◆ Work instruction: Retype only the stretch of lines that starts with the line containing "Which roads connect where in the" and ends with the last line of the records, both included, exactly.

◆ Data:
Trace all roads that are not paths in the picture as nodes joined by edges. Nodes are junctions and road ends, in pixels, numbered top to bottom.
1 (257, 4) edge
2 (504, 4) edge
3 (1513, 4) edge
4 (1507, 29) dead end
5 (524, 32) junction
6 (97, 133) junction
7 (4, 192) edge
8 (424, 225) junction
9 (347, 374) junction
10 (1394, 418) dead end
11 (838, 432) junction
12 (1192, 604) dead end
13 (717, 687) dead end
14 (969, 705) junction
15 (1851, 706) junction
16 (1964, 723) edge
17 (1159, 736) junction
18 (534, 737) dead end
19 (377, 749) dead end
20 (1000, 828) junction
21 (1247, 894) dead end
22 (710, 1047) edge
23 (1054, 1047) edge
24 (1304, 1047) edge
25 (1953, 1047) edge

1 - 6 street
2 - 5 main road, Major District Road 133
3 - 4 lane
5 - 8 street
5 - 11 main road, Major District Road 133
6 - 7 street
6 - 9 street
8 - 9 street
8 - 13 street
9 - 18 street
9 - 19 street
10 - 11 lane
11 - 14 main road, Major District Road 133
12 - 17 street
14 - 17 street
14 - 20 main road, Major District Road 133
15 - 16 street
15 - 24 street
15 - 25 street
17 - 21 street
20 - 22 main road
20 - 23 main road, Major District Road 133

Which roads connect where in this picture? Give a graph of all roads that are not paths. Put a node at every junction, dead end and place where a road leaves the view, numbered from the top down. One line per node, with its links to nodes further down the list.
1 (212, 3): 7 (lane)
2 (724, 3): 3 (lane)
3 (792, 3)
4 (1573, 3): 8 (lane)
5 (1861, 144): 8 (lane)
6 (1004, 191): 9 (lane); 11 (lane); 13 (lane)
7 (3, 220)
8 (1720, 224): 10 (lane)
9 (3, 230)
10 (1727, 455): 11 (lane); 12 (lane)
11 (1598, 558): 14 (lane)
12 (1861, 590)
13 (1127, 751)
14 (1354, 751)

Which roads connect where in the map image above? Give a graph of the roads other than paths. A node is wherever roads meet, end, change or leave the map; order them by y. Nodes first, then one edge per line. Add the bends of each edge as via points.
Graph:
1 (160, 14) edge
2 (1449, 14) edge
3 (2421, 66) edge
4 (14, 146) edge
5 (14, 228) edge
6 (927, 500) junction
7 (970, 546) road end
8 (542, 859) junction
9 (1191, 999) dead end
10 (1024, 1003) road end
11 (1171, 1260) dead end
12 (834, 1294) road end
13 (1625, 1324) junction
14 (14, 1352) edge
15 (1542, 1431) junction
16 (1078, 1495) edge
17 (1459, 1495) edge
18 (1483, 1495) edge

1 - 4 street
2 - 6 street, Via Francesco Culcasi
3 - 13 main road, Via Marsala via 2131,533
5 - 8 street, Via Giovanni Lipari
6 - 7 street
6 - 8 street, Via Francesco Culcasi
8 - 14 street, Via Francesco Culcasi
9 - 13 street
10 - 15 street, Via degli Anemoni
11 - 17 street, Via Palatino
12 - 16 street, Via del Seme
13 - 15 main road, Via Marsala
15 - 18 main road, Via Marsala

◆ Solution:
Which roads connect where in the map image above? Give a graph of the roads other than paths. A node is wherever roads meet, end, change or leave the map; order them by y. Nodes first, then one edge per line. Add the bends of each edge as via points.
Graph:
1 (160, 14) edge
2 (1449, 14) edge
3 (2421, 66) edge
4 (14, 146) edge
5 (14, 228) edge
6 (927, 500) junction
7 (970, 546) road end
8 (542, 859) junction
9 (1191, 999) dead end
10 (1024, 1003) road end
11 (1171, 1260) dead end
12 (834, 1294) road end
13 (1625, 1324) junction
14 (14, 1352) edge
15 (1542, 1431) junction
16 (1078, 1495) edge
17 (1459, 1495) edge
18 (1483, 1495) edge

1 - 4 street
2 - 6 street, Via Francesco Culcasi
3 - 13 main road, Via Marsala via 2131,533
5 - 8 street, Via Giovanni Lipari
6 - 7 street
6 - 8 street, Via Francesco Culcasi
8 - 14 street, Via Francesco Culcasi
9 - 13 street
10 - 15 street, Via degli Anemoni
11 - 17 street, Via Palatino
12 - 16 street, Via del Seme
13 - 15 main road, Via Marsala
15 - 18 main road, Via Marsala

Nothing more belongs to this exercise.